(RAW DATA)
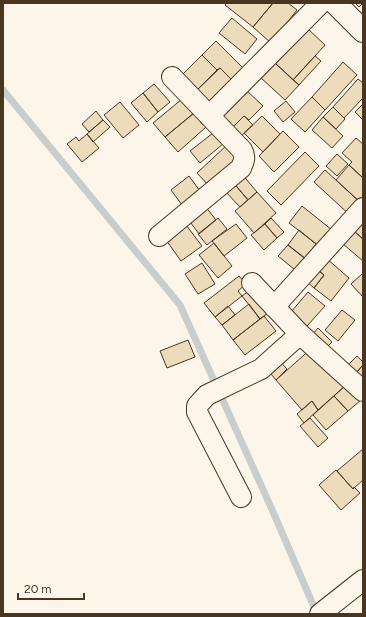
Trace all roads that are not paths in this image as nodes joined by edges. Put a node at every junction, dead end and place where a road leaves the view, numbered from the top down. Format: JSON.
{"nodes":[{"id":1,"x":321,"y":3,"type":"edge"},
{"id":2,"x":335,"y":3,"type":"edge"},
{"id":3,"x":363,"y":31,"type":"edge"},
{"id":4,"x":172,"y":77,"type":"dead end"},
{"id":5,"x":209,"y":116,"type":"junction"},
{"id":6,"x":363,"y":208,"type":"edge"},
{"id":7,"x":159,"y":236,"type":"dead end"},
{"id":8,"x":252,"y":283,"type":"dead end"},
{"id":9,"x":274,"y":308,"type":"junction"},
{"id":10,"x":300,"y":334,"type":"junction"},
{"id":11,"x":363,"y":391,"type":"edge"},
{"id":12,"x":241,"y":497,"type":"dead end"},
{"id":13,"x":363,"y":580,"type":"edge"},
{"id":14,"x":323,"y":612,"type":"edge"}],
"edges":[{"from":1,"to":5,"type":"street"},
{"from":2,"to":3,"type":"street"},
{"from":4,"to":5,"type":"street"},
{"from":5,"to":7,"type":"street"},
{"from":6,"to":9,"type":"street"},
{"from":8,"to":9,"type":"street"},
{"from":9,"to":10,"type":"street"},
{"from":10,"to":11,"type":"street"},
{"from":10,"to":12,"type":"street"},
{"from":13,"to":14,"type":"street"}]}
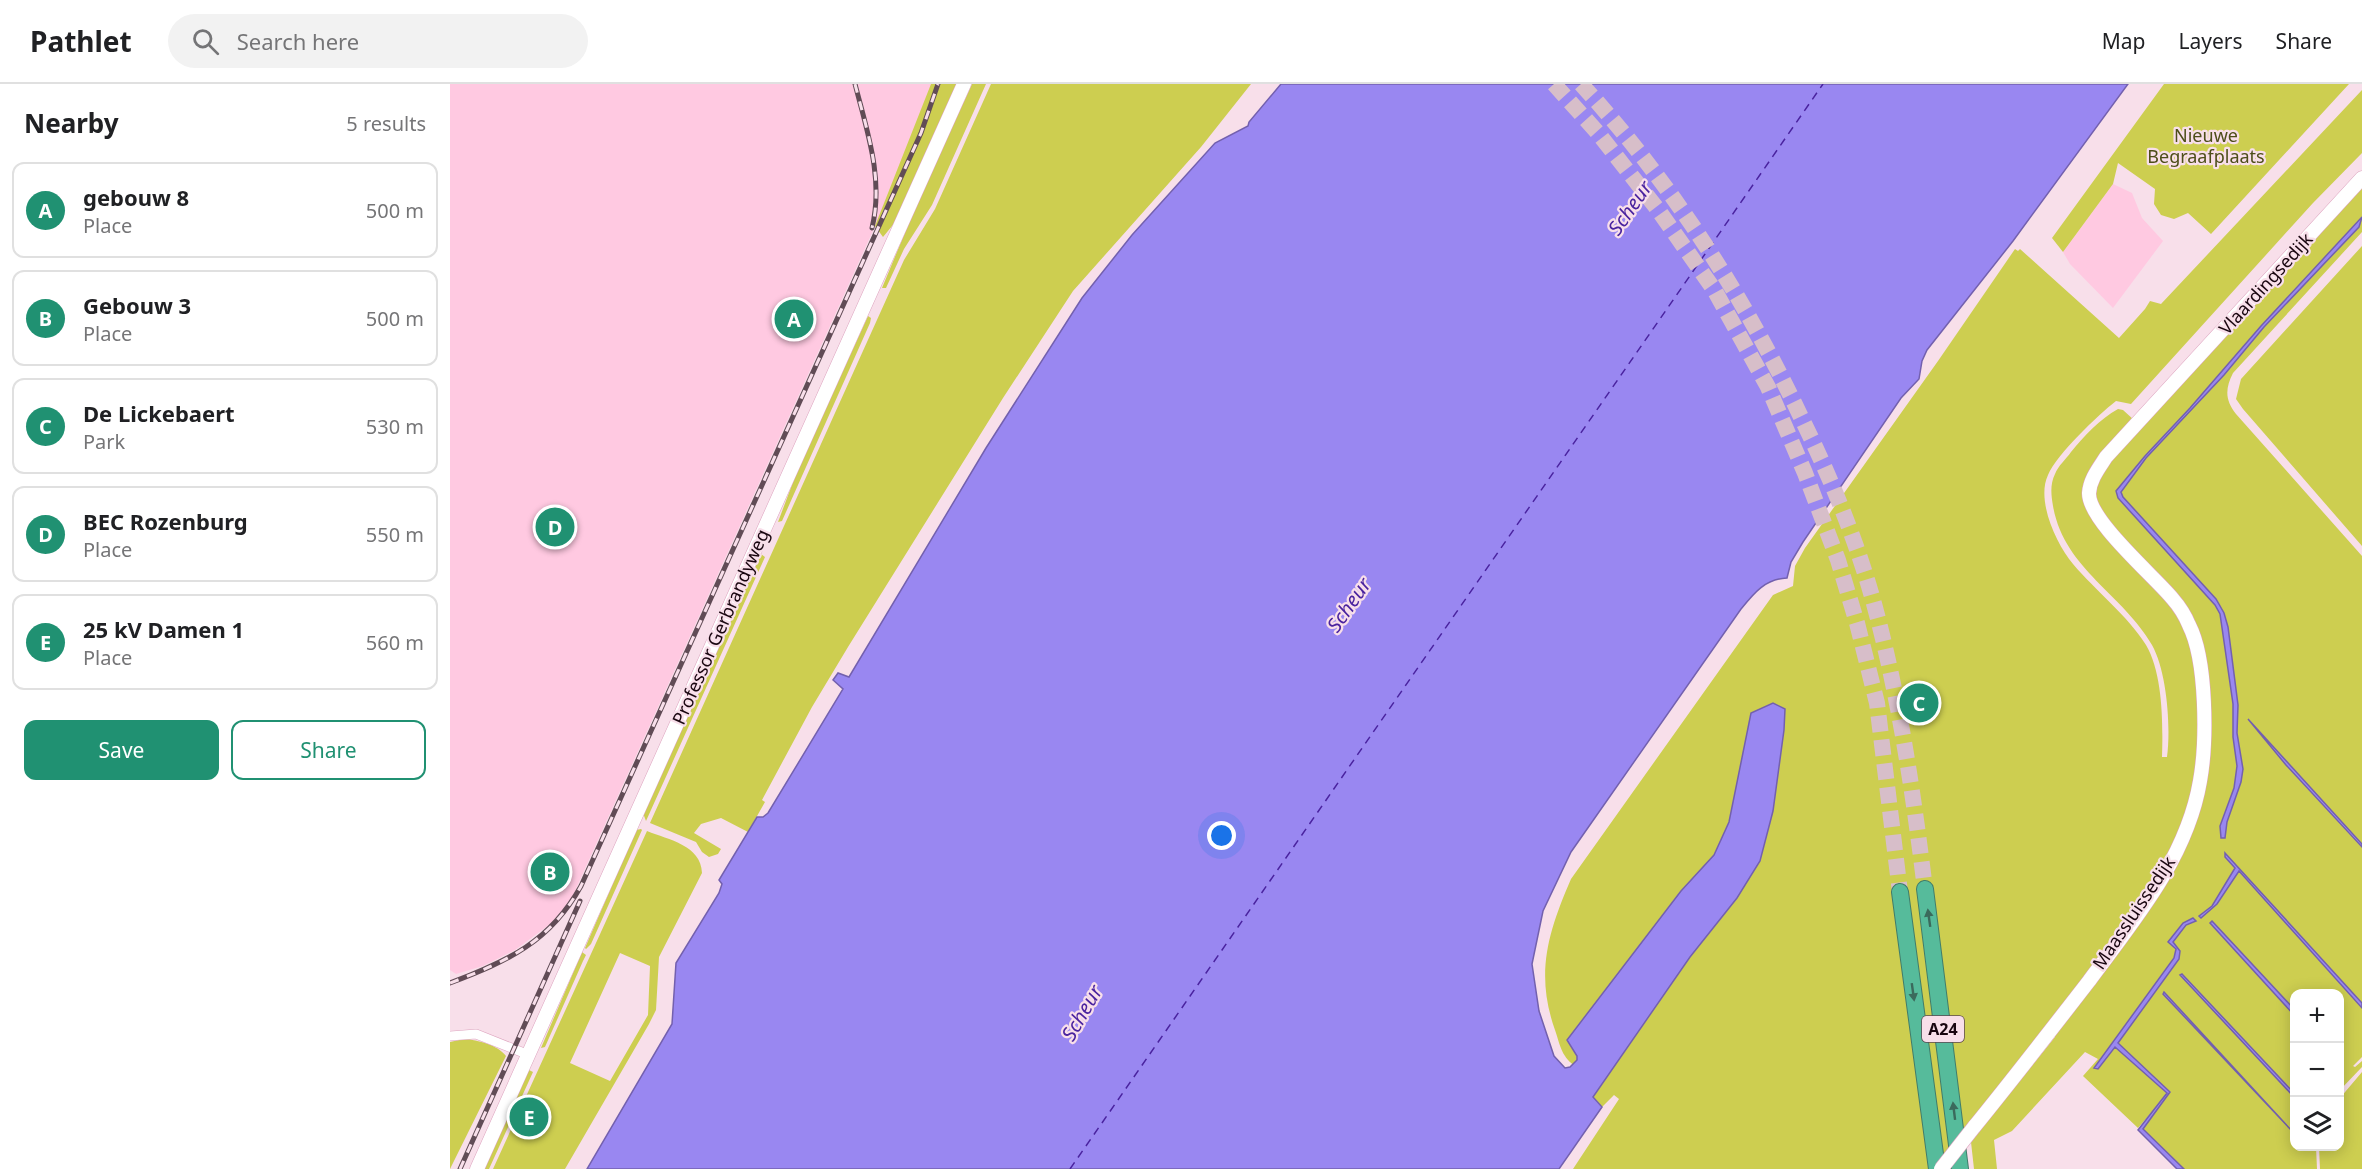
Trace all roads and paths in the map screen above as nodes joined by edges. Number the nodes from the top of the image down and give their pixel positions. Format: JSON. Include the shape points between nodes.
{"nodes":[{"id":1,"x":964,"y":84,"type":"edge"},
{"id":2,"x":2362,"y":178,"type":"edge"},
{"id":3,"x":2169,"y":389,"type":"joint"},
{"id":4,"x":1925,"y":889,"type":"tunnel mouth"},
{"id":5,"x":1900,"y":892,"type":"tunnel mouth"},
{"id":6,"x":450,"y":1036,"type":"edge"},
{"id":7,"x":529,"y":1055,"type":"junction"},
{"id":8,"x":477,"y":1169,"type":"edge"},
{"id":9,"x":1939,"y":1169,"type":"edge"},
{"id":10,"x":1960,"y":1169,"type":"edge"}],
"edges":[{"from":1,"to":7,"type":"street","name":"Professor Gerbrandyweg"},
{"from":2,"to":3,"type":"street","name":"Vlaardingsedijk"},
{"from":3,"to":9,"type":"street","name":"Maassluissedijk","bridge":true,"via":[[2106,457],[2095,474],[2089,495],[2104,526],[2173,599],[2191,628],[2197,647],[2205,724],[2197,795],[2180,843],[2155,889],[2088,981]]},
{"from":10,"to":4,"type":"highway","number":"A24","one_way":true},
{"from":5,"to":9,"type":"highway","number":"A24","one_way":true},
{"from":6,"to":7,"type":"street","via":[[476,1034]]},
{"from":7,"to":8,"type":"street","name":"Professor Gerbrandyweg"}]}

(AIM OF THE EXERCISE)
Transcribe every record exactly and omit each image.

(COMPLETED EXERCISE)
Trace all roads that are not paths in this image as nodes joined by edges. Put a node at every junction, dead end and place where a road leaves the view, numbered from the top down. Format: JSON.
{"nodes":[{"id":1,"x":321,"y":3,"type":"edge"},
{"id":2,"x":335,"y":3,"type":"edge"},
{"id":3,"x":363,"y":31,"type":"edge"},
{"id":4,"x":172,"y":77,"type":"dead end"},
{"id":5,"x":209,"y":116,"type":"junction"},
{"id":6,"x":363,"y":208,"type":"edge"},
{"id":7,"x":159,"y":236,"type":"dead end"},
{"id":8,"x":252,"y":283,"type":"dead end"},
{"id":9,"x":274,"y":308,"type":"junction"},
{"id":10,"x":300,"y":334,"type":"junction"},
{"id":11,"x":363,"y":391,"type":"edge"},
{"id":12,"x":241,"y":497,"type":"dead end"},
{"id":13,"x":363,"y":580,"type":"edge"},
{"id":14,"x":323,"y":612,"type":"edge"}],
"edges":[{"from":1,"to":5,"type":"street"},
{"from":2,"to":3,"type":"street"},
{"from":4,"to":5,"type":"street"},
{"from":5,"to":7,"type":"street"},
{"from":6,"to":9,"type":"street"},
{"from":8,"to":9,"type":"street"},
{"from":9,"to":10,"type":"street"},
{"from":10,"to":11,"type":"street"},
{"from":10,"to":12,"type":"street"},
{"from":13,"to":14,"type":"street"}]}
Trace all roads and paths in the map screen above as nodes joined by edges. Number the nodes from the top of the image down and give their pixel positions. Format: JSON. Include the shape points between nodes.
{"nodes":[{"id":1,"x":964,"y":84,"type":"edge"},
{"id":2,"x":2362,"y":178,"type":"edge"},
{"id":3,"x":2169,"y":389,"type":"joint"},
{"id":4,"x":1925,"y":889,"type":"tunnel mouth"},
{"id":5,"x":1900,"y":892,"type":"tunnel mouth"},
{"id":6,"x":450,"y":1036,"type":"edge"},
{"id":7,"x":529,"y":1055,"type":"junction"},
{"id":8,"x":477,"y":1169,"type":"edge"},
{"id":9,"x":1939,"y":1169,"type":"edge"},
{"id":10,"x":1960,"y":1169,"type":"edge"}],
"edges":[{"from":1,"to":7,"type":"street","name":"Professor Gerbrandyweg"},
{"from":2,"to":3,"type":"street","name":"Vlaardingsedijk"},
{"from":3,"to":9,"type":"street","name":"Maassluissedijk","bridge":true,"via":[[2106,457],[2095,474],[2089,495],[2104,526],[2173,599],[2191,628],[2197,647],[2205,724],[2197,795],[2180,843],[2155,889],[2088,981]]},
{"from":10,"to":4,"type":"highway","number":"A24","one_way":true},
{"from":5,"to":9,"type":"highway","number":"A24","one_way":true},
{"from":6,"to":7,"type":"street","via":[[476,1034]]},
{"from":7,"to":8,"type":"street","name":"Professor Gerbrandyweg"}]}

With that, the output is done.